I have said it would take multiple years…for the growth to be the way we wanted it to be. Having the right people and products and getting to the right traffic. People, products, traffic and revenue.

Anne Wojcicki on the Power of Integrity

The FDA leveled a blow to Anne Wojcicki’s genetic testing startup23AndMe last month, when it ordered the company to stop marketing its $99 DNA test kits. In just a few weeks, the “most daring CEO in America” and the FDA became adversaries. As the dust settled, Wojcicki took the stance of cooperation--while sticking to her company’s mission.
The great loophole in all of health care is that you own your own data and ultimately you can direct your care. We’re direct to consumer not because it’s easy, but because that’s how you create a revolution.
I am highly disappointed that we have reached this point and will work hard to make sure consumers have direct access to health information in the near future. Our goal is to work cooperatively with the FDA to provide that opportunity.
We also want to make clear that we stand behind the data we have generated for customers.
This is new territory for both 23andMe and the FDA. This makes the regulatory process with the FDA important because the work we are doing with the agency will help lay the groundwork for what other companies in this new industry do in the future. It will also provide important reassurance to the public that the process and science behind the service meet the rigorous standards required by those entrusted with the public’s safety.
I am committed to making sure that 23andMe is a trusted consumer product. I believe that genetic information can lead to healthier lives — a goal that all of us share.
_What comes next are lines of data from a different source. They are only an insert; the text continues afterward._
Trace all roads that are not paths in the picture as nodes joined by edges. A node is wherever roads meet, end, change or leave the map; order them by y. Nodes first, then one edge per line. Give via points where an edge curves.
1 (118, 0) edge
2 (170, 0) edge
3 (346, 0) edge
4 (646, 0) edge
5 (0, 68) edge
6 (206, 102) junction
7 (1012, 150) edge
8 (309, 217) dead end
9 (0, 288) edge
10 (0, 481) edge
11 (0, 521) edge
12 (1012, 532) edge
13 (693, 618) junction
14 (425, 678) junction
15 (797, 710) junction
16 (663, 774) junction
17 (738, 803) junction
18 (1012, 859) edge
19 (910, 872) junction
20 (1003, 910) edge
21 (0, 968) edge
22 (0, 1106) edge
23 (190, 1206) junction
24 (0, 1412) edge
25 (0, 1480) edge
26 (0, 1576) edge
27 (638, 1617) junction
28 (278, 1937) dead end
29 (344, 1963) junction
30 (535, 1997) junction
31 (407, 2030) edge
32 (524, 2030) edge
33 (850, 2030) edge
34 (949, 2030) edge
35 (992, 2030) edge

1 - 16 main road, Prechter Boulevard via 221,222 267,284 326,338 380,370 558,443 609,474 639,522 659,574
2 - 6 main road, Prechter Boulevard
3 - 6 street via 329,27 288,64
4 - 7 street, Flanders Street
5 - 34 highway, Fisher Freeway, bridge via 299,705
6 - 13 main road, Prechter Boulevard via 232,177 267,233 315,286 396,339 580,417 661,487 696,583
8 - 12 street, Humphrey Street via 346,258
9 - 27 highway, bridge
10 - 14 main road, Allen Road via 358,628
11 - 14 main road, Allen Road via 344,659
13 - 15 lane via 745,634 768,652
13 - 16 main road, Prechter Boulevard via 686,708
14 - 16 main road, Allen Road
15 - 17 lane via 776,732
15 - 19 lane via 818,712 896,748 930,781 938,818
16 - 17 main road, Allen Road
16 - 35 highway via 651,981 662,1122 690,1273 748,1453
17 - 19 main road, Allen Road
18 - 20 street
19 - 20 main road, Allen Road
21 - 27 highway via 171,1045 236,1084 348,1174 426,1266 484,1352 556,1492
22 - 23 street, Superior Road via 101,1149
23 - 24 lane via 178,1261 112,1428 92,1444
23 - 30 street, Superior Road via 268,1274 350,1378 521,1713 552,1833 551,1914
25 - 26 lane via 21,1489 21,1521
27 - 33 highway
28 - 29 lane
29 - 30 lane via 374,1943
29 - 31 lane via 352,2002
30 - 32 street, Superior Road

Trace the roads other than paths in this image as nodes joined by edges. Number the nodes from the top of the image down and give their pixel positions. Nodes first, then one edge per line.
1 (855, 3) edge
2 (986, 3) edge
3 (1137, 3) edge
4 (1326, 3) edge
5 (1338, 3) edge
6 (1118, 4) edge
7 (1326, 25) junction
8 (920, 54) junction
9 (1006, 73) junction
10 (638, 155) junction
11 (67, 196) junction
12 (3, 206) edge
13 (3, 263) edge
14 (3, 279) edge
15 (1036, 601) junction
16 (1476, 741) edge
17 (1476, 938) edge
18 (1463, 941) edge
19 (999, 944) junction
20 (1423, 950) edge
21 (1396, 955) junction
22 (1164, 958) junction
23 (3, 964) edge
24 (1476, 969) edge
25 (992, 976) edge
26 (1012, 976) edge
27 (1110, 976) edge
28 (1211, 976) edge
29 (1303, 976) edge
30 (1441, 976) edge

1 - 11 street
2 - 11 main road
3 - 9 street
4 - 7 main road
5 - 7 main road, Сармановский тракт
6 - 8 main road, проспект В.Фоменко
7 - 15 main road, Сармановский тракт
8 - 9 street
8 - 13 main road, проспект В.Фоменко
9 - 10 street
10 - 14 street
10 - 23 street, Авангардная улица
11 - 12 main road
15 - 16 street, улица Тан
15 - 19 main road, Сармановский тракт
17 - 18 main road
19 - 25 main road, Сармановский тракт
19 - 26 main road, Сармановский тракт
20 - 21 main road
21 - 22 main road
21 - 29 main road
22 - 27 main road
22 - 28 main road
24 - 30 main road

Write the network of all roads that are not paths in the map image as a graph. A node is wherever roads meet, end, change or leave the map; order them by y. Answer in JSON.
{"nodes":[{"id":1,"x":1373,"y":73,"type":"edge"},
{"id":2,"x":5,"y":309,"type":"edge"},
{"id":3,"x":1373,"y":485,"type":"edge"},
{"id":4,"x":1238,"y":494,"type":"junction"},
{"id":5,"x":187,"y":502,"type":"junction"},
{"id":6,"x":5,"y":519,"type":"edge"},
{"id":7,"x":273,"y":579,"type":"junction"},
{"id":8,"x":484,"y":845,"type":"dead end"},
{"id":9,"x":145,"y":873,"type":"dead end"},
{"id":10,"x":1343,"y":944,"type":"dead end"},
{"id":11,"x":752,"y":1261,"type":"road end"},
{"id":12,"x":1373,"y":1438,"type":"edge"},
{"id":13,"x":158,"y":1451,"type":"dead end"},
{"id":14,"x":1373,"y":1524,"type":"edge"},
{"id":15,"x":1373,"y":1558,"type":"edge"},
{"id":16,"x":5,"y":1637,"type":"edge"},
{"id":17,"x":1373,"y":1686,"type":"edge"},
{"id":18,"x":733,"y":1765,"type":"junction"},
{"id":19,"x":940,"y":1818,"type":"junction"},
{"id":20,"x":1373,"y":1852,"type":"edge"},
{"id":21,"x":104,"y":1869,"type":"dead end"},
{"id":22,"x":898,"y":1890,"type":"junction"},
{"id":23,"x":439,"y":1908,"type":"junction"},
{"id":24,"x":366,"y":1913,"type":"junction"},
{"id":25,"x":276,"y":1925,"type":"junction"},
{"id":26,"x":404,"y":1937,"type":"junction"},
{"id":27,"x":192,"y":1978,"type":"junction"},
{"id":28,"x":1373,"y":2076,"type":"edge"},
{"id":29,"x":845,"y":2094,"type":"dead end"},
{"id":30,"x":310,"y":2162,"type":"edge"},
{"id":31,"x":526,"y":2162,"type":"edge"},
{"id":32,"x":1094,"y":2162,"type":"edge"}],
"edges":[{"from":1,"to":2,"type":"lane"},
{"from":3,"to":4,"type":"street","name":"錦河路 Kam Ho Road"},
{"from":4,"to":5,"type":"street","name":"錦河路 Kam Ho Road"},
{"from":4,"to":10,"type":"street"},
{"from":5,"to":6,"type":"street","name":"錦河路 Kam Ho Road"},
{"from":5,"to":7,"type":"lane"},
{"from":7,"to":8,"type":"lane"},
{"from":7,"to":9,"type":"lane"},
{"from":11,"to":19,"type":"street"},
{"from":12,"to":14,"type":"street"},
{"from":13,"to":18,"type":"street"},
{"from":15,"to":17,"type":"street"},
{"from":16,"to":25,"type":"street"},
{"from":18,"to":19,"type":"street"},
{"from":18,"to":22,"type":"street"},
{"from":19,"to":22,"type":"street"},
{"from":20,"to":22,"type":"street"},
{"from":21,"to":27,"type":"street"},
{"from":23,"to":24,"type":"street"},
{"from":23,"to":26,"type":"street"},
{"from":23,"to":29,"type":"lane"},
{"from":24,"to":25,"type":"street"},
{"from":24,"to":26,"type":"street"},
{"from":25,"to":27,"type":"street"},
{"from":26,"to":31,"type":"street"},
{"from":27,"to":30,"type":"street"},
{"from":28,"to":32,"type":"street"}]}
Sheryl Sandberg on the Power of Keeping It Real

Facebook's COO and the author of Lean In continues to press hard to make sure Facebook doesn’t flame out. For the woman who once said, “There’s no such thing as work-life balance. There’s work, there’s life, and there is no balance,” is also famous for leaving the office at 5:30 p.m. to spend time with her family.
Likewise, she keeps it real with her boss, Mark Zuckerberg.
We sit next to each other, we Facebook message each other a lot. We give each other feedback every Friday. Remember that when I took the job, I was going to work for a 23-year-old with a $15 billion valuation.

Jenna Lyons on the Power of Nurturing Creativity

Annual revenue in excess of $2.2 billion and expansion into Europe is only part of the story of J.Crew, the preppy retailer that’s been elevated to cult status with its clothes on the backs of Anna Wintour and Michelle Obama. Behind the reinvention of the brand is Jenna Lyons, who holds the dual role of J.Crew's executive creative director and its president. "No financial decision weighs heavier than a creative decision. They are equal," says Lyons. She works hard to encourage the creative side among her staff.
When something hasn't been as beautiful as it can be, the reason is always bigger than the thing. At this stage, I'm like a glorified crossing guard. It's like, try to keep people motivated, keep the traffic moving, keep people from getting stumped or stopped by a problem.
When someone creates something and puts it in front of you, that thing came from inside of them, and if you make them feel bad, it's going to be hard to fix, because you've actually crushed them.
Managing creative people--not so easy. A lot of emotion, a lot of stroking. Some people need tough love. Some people need a lot of love.
Nevertheless, she’s capable of cutting to the chase as denim designer Adriano Goldschmied discovered. “Jenna, every time you talk to her, it’s always a Yes or No, never a Maybe,” says Goldschmied. “I love people who have opinions.”